I don't remember my amp doing that before

I saw some guy tap the pre-amps in a video with a pencil to find the Pre-amp that is bad? is that a reliable method?

I tried doing that i tapped the 3 pre-amps with a pencil and only one i could hear the tap through the amplifier.I changed that pre-amp and did tap test again but i still could hear it through the amp.

what does that mean? is the test a crappy way of testing?
my guitar stuff:
ESP JH-600
ValveKing 112
DigiTech Whammy Pedal
Taylor 314CE
Dunlop SW-95 Slash Wah Pedal
Cordoba C7 Nylon String Acoustic Guitar
Metal muff
Fender American Deluxe Stratocaster Ash
#15
My valveking head does the same thing with the volume of on lead channel :p i think its normal
AMP:
Rocktron chameleon 2000
Roland GP16
Audio Technica wireless
Peavey valveking
Clydesdale custom case
GUITAR:
Indie super T black (modded with active and passive pickups)
Daisy Rock Rock Candy Special
#16
Most tubes will have some microphonics. It's when the tapping comes through really loud that you know it's faulty. It is also possible for another tube to transmit the tapping noise from vibrations through the chassis. That can be quite misleading at times, the accumulative effect of multiple tubes picking up vibrations can be a real head****.
What I do is test the tubes in a Fender Champ which only has one preamp tube. Then once I know it's a good one I use that one as my test valve. If your tubes are old there's a good chance that more than one is faulty. It's best to have a few spares on hand.
Gilchrist custom
Yamaha SBG500
Telecasters
Randall RM100 & RM20
Marshall JTM45 clone
Marshall JCM900 4102 (modded)
Marshall 18W clone
Fender 5F1 Champ clone
Atomic Amplifire
Marshall 1960A
Boss GT-100


Cathbard Amplification
My band
#17
Quote by stefan1988
I tried to change one pre-amp to see what it would do and it changes the tone drastically in my opinion.

I also have another problem.

if i turn the volume all the way down when im on the Lead Channel I can still hear the guitar playing at a very low volume with distortion on it? is that normal?

I don't remember my amp doing that before

I saw some guy tap the pre-amps in a video with a pencil to find the Pre-amp that is bad? is that a reliable method?

I tried doing that i tapped the 3 pre-amps with a pencil and only one i could hear the tap through the amplifier.I changed that pre-amp and did tap test again but i still could hear it through the amp.

what does that mean? is the test a crappy way of testing?

I wonder if that was mine?
http://s545.photobucket.com/albums/hh384/buckethead_311/Amp%20stuff/?action=view&current=Microphonicpreamptube.mp4

But I consider it a pretty good way to test.
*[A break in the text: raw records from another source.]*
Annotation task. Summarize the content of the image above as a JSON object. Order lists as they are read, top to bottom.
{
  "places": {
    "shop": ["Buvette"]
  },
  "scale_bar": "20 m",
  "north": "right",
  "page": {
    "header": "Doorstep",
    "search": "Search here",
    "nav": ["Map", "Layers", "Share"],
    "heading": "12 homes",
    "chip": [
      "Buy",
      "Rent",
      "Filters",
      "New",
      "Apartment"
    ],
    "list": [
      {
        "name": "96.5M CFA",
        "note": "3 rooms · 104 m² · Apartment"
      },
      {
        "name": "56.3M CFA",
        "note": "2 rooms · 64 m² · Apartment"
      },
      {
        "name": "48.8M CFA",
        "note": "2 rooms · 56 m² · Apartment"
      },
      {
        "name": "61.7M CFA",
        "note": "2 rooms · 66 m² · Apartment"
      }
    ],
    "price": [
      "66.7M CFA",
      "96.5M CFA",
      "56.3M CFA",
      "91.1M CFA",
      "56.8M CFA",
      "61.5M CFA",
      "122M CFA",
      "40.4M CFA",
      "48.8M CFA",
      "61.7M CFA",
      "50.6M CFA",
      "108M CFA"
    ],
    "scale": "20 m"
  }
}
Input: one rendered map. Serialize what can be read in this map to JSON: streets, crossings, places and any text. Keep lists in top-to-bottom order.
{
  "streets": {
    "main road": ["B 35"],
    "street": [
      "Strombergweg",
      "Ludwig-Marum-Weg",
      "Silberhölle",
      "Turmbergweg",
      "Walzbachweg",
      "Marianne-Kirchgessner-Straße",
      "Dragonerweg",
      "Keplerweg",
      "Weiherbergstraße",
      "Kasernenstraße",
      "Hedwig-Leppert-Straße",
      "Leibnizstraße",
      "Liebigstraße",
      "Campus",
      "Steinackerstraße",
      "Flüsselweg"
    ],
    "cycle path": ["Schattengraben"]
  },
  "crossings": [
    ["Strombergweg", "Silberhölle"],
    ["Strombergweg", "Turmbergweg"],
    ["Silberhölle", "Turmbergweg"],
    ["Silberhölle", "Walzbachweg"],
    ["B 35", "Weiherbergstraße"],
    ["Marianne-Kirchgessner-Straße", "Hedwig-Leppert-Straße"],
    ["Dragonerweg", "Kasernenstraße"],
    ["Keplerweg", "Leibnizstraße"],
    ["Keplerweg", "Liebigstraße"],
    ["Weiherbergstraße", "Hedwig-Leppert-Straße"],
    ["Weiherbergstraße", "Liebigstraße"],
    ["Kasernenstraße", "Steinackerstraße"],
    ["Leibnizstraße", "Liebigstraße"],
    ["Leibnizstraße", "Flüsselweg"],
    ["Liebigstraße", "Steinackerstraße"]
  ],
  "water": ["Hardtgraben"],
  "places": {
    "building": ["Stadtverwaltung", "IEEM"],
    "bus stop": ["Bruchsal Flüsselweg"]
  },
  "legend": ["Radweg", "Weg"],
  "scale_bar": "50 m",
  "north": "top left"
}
Like Cath said, all preamp tubes are microphonic by nature. When they become overly microphonic is when it becomes a problem. I'd buy some new preamp tubes to totally sure. Make sure they are seated all the way in too. Take those aluminum shields off and leave them off. I personally like to be able to see my tubes to make sure one is not overly bright. If it is shut the amp off and try again. Being able to hear the yourself with the volume off is not completely abnormal, especially if the preamp gain is turned up. That said, that never happened with my Valveking but I have experienced it with other amps.